◆ **Task requirements**
The answer must consist of every line below that holds the word "curves".
START Given entries
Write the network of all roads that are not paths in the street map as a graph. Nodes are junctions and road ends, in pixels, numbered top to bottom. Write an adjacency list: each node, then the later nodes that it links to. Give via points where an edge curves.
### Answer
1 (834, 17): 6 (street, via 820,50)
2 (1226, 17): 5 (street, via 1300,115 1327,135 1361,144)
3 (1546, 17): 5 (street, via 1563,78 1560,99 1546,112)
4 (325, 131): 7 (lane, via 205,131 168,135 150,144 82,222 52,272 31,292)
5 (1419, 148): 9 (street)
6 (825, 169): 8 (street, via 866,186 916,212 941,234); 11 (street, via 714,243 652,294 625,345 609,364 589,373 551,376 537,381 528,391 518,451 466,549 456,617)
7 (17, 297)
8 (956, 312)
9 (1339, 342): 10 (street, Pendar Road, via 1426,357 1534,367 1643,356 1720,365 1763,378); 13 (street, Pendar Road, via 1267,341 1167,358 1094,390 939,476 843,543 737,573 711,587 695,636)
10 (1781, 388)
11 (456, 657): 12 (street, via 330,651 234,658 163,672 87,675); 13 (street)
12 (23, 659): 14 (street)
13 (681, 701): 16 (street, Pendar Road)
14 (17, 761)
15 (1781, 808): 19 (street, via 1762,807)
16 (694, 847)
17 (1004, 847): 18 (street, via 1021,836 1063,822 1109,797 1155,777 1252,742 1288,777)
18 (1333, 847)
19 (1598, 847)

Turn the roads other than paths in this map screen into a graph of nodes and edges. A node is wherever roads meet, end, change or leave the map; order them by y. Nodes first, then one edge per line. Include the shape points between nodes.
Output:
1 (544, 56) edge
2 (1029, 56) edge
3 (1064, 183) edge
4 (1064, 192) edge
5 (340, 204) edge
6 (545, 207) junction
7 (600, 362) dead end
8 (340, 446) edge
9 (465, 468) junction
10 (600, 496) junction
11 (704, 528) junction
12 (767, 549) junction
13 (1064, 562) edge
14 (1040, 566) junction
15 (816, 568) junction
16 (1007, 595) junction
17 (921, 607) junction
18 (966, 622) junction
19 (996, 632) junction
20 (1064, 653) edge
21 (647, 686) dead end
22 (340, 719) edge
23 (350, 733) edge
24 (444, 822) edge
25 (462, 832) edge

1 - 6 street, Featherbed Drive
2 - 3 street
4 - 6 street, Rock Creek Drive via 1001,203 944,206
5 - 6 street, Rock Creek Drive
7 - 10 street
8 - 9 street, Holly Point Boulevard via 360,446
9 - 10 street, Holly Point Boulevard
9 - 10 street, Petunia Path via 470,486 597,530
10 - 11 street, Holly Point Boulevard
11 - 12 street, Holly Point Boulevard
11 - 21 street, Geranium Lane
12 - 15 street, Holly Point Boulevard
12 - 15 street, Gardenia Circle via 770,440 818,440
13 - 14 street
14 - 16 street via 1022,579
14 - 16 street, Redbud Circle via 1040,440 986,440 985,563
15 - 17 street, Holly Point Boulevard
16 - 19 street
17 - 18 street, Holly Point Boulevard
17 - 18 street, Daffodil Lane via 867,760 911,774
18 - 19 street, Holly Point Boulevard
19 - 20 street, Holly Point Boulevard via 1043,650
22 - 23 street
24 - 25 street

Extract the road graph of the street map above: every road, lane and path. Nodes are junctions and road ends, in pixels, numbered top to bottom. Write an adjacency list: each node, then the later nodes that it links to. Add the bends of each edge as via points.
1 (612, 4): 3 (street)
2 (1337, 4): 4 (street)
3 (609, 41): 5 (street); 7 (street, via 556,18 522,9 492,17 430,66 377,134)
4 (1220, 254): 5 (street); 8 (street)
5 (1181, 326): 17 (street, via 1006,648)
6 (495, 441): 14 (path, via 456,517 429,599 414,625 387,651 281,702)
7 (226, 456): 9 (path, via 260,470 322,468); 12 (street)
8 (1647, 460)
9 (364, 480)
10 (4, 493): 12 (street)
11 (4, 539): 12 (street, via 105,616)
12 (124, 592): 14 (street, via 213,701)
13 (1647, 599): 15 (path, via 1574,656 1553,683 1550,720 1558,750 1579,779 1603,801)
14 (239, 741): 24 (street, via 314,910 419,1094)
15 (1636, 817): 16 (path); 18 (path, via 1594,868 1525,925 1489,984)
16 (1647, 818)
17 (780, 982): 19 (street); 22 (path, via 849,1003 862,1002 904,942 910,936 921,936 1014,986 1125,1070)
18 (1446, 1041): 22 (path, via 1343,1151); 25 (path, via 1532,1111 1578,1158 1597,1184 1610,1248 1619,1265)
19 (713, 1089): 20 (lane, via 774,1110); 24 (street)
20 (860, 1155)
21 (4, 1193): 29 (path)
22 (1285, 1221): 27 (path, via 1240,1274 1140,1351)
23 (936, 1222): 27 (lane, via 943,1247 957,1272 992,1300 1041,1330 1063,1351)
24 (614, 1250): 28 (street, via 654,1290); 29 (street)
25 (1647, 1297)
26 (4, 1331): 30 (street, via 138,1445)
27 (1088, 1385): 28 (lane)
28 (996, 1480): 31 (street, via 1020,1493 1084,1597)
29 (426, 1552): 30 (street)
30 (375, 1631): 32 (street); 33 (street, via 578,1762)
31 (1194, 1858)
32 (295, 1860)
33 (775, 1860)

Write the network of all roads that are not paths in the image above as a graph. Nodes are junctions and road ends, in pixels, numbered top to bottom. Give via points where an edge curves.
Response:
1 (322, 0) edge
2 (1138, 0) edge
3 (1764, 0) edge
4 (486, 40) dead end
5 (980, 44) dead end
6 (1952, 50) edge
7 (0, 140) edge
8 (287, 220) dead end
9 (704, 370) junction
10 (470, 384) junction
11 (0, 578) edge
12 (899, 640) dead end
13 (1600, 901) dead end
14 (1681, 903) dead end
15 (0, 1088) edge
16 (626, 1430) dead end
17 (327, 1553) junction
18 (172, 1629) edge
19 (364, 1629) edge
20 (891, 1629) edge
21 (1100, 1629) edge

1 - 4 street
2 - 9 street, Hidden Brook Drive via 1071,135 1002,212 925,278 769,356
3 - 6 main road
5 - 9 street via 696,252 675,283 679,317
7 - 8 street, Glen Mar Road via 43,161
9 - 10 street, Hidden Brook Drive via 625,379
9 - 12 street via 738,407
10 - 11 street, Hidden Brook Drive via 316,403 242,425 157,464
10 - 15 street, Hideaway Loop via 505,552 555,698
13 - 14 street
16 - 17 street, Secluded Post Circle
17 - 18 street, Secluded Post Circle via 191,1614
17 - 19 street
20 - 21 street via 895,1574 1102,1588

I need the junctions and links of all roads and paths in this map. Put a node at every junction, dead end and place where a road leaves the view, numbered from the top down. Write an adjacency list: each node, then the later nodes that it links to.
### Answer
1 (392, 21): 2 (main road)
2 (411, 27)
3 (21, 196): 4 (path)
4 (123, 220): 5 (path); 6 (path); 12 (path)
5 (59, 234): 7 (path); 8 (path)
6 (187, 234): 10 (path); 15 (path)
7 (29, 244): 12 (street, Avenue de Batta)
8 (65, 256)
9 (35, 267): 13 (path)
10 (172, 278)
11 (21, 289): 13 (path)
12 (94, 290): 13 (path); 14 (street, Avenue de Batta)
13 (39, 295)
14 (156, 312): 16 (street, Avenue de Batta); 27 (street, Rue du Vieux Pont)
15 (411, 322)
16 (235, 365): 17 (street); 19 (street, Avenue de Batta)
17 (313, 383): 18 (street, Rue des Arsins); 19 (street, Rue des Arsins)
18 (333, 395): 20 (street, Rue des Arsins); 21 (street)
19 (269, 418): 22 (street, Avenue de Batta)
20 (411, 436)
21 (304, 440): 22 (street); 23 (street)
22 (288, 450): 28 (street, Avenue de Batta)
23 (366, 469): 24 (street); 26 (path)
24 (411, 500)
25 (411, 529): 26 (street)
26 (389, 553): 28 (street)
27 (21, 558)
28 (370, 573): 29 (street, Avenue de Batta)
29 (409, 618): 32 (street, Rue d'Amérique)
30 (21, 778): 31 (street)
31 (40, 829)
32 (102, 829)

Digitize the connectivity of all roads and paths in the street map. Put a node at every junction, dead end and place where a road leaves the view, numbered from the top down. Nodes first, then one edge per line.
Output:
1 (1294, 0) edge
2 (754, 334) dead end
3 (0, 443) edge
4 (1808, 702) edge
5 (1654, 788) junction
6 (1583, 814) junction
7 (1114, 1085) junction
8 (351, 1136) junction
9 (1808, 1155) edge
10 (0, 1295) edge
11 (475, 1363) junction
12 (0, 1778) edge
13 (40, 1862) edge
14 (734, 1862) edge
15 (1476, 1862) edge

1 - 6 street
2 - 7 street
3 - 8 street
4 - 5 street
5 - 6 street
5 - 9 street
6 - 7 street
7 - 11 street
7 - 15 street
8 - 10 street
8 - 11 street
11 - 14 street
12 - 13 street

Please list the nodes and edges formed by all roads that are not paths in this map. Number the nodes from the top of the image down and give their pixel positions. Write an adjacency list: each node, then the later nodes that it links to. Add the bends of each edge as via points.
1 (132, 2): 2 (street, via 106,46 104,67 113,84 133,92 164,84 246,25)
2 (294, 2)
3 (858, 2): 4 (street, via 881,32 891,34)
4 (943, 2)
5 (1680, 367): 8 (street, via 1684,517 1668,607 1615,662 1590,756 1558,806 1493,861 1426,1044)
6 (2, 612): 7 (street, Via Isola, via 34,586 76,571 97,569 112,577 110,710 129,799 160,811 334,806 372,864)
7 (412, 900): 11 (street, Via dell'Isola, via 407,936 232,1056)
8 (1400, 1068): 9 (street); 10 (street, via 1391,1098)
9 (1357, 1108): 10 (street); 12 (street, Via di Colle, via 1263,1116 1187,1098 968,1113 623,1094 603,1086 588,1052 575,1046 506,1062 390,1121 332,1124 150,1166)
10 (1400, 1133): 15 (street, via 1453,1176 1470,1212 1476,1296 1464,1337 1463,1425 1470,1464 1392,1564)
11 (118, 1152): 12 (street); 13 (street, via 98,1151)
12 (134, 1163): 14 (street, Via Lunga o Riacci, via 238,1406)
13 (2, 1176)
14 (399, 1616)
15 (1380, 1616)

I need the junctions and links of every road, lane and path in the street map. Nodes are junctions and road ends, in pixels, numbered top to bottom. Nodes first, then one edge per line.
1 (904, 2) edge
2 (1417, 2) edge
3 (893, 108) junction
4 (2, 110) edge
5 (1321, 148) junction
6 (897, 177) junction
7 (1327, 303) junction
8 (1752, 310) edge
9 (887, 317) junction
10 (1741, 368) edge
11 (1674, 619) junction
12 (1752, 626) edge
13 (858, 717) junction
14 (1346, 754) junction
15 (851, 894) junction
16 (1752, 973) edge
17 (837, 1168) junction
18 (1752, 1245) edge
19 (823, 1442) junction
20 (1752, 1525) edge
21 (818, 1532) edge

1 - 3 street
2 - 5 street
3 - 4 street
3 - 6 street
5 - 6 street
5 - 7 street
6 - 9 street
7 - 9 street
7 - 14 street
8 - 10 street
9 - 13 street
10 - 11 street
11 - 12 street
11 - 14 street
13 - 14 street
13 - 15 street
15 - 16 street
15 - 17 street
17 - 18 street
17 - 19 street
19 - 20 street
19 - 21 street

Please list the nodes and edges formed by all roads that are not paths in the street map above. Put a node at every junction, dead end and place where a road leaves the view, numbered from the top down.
END Given entries
◆ **Solution to this exercise**
Write the network of all roads that are not paths in the street map as a graph. Nodes are junctions and road ends, in pixels, numbered top to bottom. Write an adjacency list: each node, then the later nodes that it links to. Give via points where an edge curves.
Write the network of all roads that are not paths in the image above as a graph. Nodes are junctions and road ends, in pixels, numbered top to bottom. Give via points where an edge curves.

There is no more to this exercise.